Industry Groups Urge More Talks in Softwood Lumber DisputeJuly 11th, 2018 by Editor
The recent focus of international trade disputes has been on aluminum and steel tariffs, which are affecting the door and window industry. However, another long-simmering trade controversy, the softwood lumber dispute between the U.S. and Canada, is taking a toll on residential construction as the housing market continues to shake off the effects of the Great Recession.
In June, more than 170 members of Congress sent a letter to Commerce Secretary Wilbur Ross and Ambassador Robert Lighthizer, the U.S. Trade Representative, asking for the U.S. to resume negotiations with Canada for a new softwood lumber agreement. The letter followed efforts by the National Lumber and Building Material Dealers Association (NLBMDA) to build support for more talks, and it comes as lumber prices have reached record highs.
The Random Lengths Framing Lumber Compose Price has increased 44 percent over the past year, and the Random Lengths Structural Panel Composite Price has risen 41 percent over the past year. Additionally, since the Department of Commerce investigation started in December 2016, domestic softwood lumber prices have increased 30 percent according to the Producer Price Index (PPI) published by the U.S. Bureau of Labor Statistics (BLS). Oriented strandboard (OSB) prices have increased 32 percent over the same period according to the PPI.
Both the Window and Door Manufacturers Association and the National Association of Home Builders (NAHB) have urged the U.S. and Canada to negotiate an end to the softwood lumber dispute, which has boosted the cost of housing, as well as the price of moulding and millwork products. According to NAHB, rising lumber prices have increased the cost of an average single-family home by nearly $9,000 and added more than $3,000 to the price of the average multifamily unit.
David MacNaughton, Canada’s Ambassador to the U.S., said Canada remains “open to talks for a new softwood lumber agreement that include a reasonable approach on the part of U.S. industry.”
In late June, NLBMDA staff met with officials from the Canadian province of Alberta regarding the dispute. NLBMDA is exploring next steps, including building support for a Senate letter asking the administration to return to the negotiating table with Canada. The ongoing dispute will be a focal point for lumber dealers when they meet with federal lawmakers during the August recess.
The U.S. International Trade Commission (ITC) slapped combined antidumping duties (AD) and countervailing duties (CVD) of 20 percent on most Canadian lumber producers importing to the U.S. For the five companies (Canfor, J.D. Irving, Resolute, Tolko, and West Fraser) that were directly involved in the investigation, the rates vary between 9 percent and 23 percent. Duties do not apply to softwood lumber from the Atlantic Provinces of Newfoundland and Labrador, Nova Scotia and Prince Edward Island.

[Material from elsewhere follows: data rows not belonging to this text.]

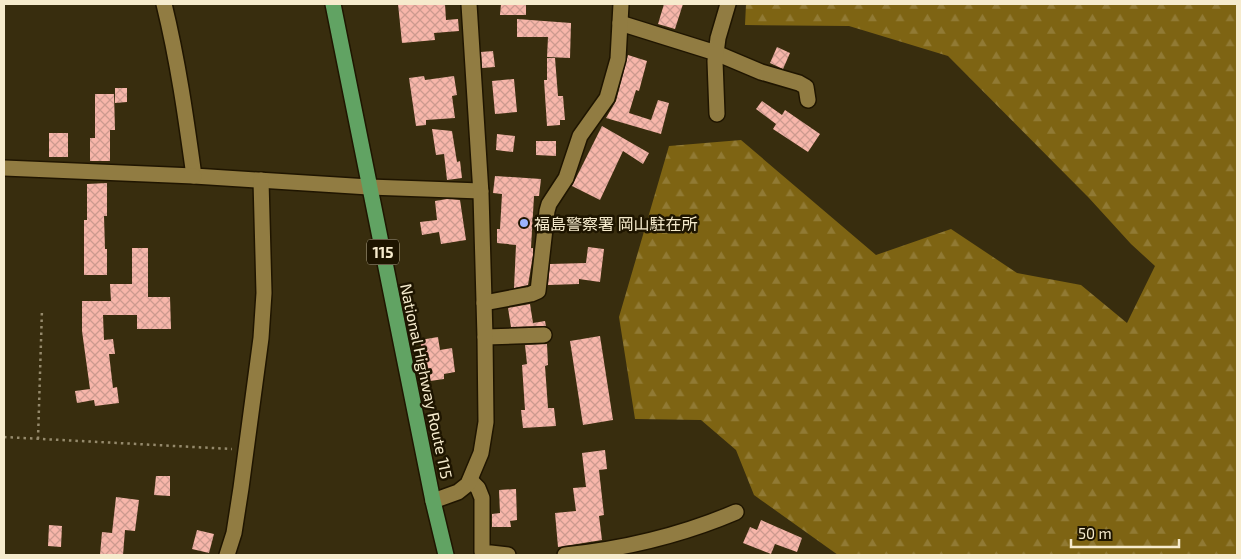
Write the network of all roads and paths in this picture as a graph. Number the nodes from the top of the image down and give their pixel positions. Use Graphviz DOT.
graph roads {
  1 [pos="164,4"];
  2 [pos="333,4"];
  3 [pos="469,4"];
  4 [pos="621,4"];
  5 [pos="728,4"];
  6 [pos="620,23"];
  7 [pos="716,53"];
  8 [pos="808,100"];
  9 [pos="718,114"];
  10 [pos="4,168"];
  11 [pos="194,176"];
  12 [pos="261,180"];
  13 [pos="369,187"];
  14 [pos="480,191"];
  15 [pos="484,303"];
  16 [pos="42,309"];
  17 [pos="544,335"];
  18 [pos="485,337"];
  19 [pos="4,437"];
  20 [pos="38,439"];
  21 [pos="246,449"];
  22 [pos="470,480"];
  23 [pos="433,501"];
  24 [pos="736,512"];
  25 [pos="227,555"];
  26 [pos="440,555"];
  27 [pos="446,555"];
  28 [pos="508,555"];
  29 [pos="565,555"];
  1 -- 11 [label="street"];
  2 -- 13 [label="highway, National Highway Route 115 / 115"];
  3 -- 14 [label="street"];
  4 -- 6 [label="street"];
  5 -- 7 [label="street"];
  6 -- 7 [label="street"];
  6 -- 15 [label="street"];
  7 -- 8 [label="street"];
  7 -- 9 [label="street"];
  10 -- 11 [label="street"];
  11 -- 12 [label="street"];
  12 -- 13 [label="street"];
  12 -- 21 [label="street"];
  13 -- 14 [label="street"];
  13 -- 23 [label="highway, National Highway Route 115 / 115"];
  14 -- 15 [label="street"];
  15 -- 18 [label="street"];
  16 -- 20 [label="path"];
  17 -- 18 [label="street"];
  18 -- 22 [label="street"];
  19 -- 20 [label="path"];
  20 -- 21 [label="path"];
  21 -- 25 [label="street"];
  22 -- 23 [label="street"];
  22 -- 28 [label="street"];
  23 -- 26 [label="highway, National Highway Route 115 / 115"];
  23 -- 27 [label="highway, National Highway Route 115 / 115"];
  24 -- 29 [label="street"];
}
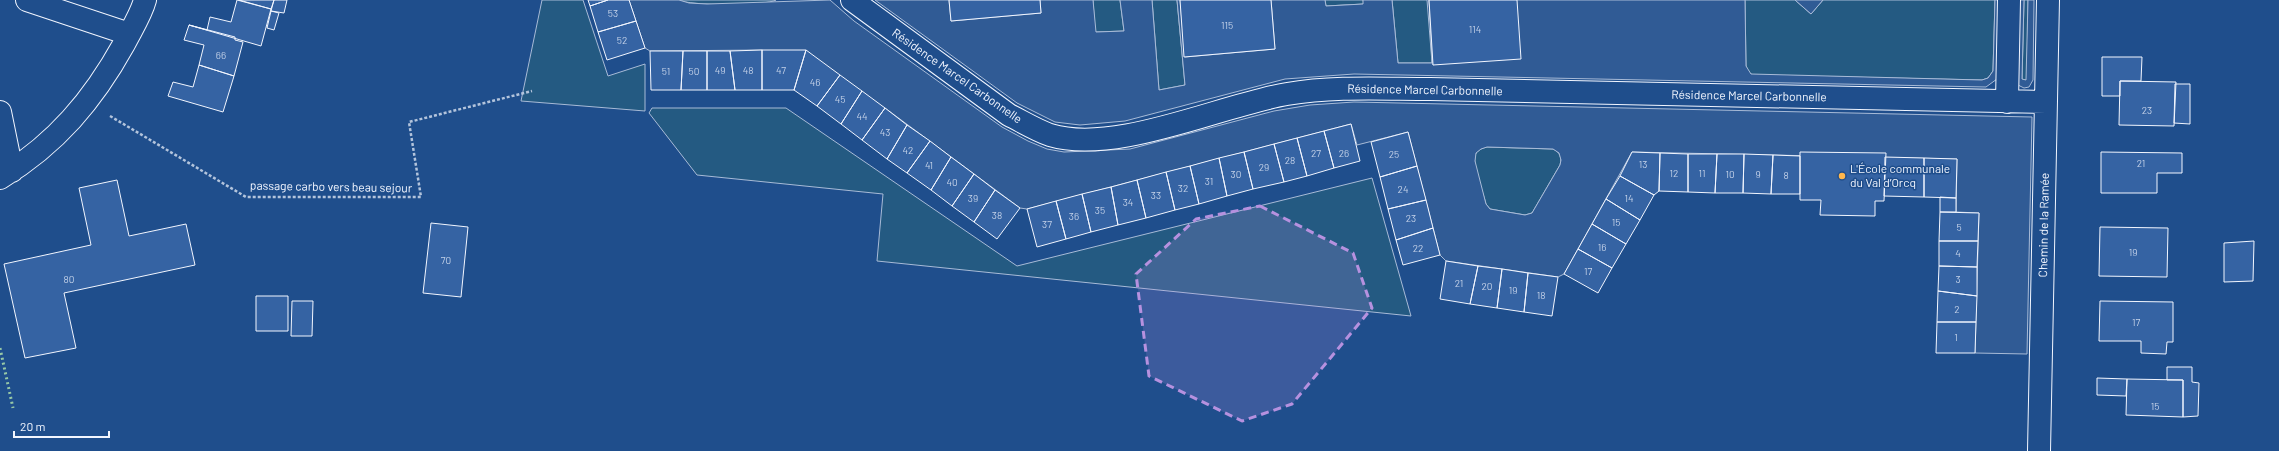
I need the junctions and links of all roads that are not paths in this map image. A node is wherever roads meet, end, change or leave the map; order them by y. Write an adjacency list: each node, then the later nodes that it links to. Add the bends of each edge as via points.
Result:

Canada has responded on two fronts in the dispute. First, it has requested a bi-national panel review of the AD/CVD determination as provided under Chapter 19 of the North American Free Trade Agreement (NAFTA). Second, at the Canadian government’s request, the World Trade Organization (WTO) has created dispute settlement panels to review the softwood lumber duties.
Canada has expressed confidence that it will prevail in the NAFTA dispute settlement process. The country views the continuation of NAFTA Chapter 19 panels as essential to any updated version of the trade agreement. Despite extensive talks to renegotiate NAFTA, the three countries have not reached a new deal and the deadline has passed for Congress to approve a renegotiated agreement this year. That means any NAFTA deal will be approved in 2019 at the earliest.
Enforcement of U.S. trade law is a prime focus of the White House. The Commerce Department has initiated 118 new antidumping and countervailing duty investigations sinceJanuary 2017. This is 59 percent more than the 74 initiations in the last 508 days of the Obama administration.
In 2016, softwood lumber imports from Canada to the U.S. were valued at an estimated $5.66 billion.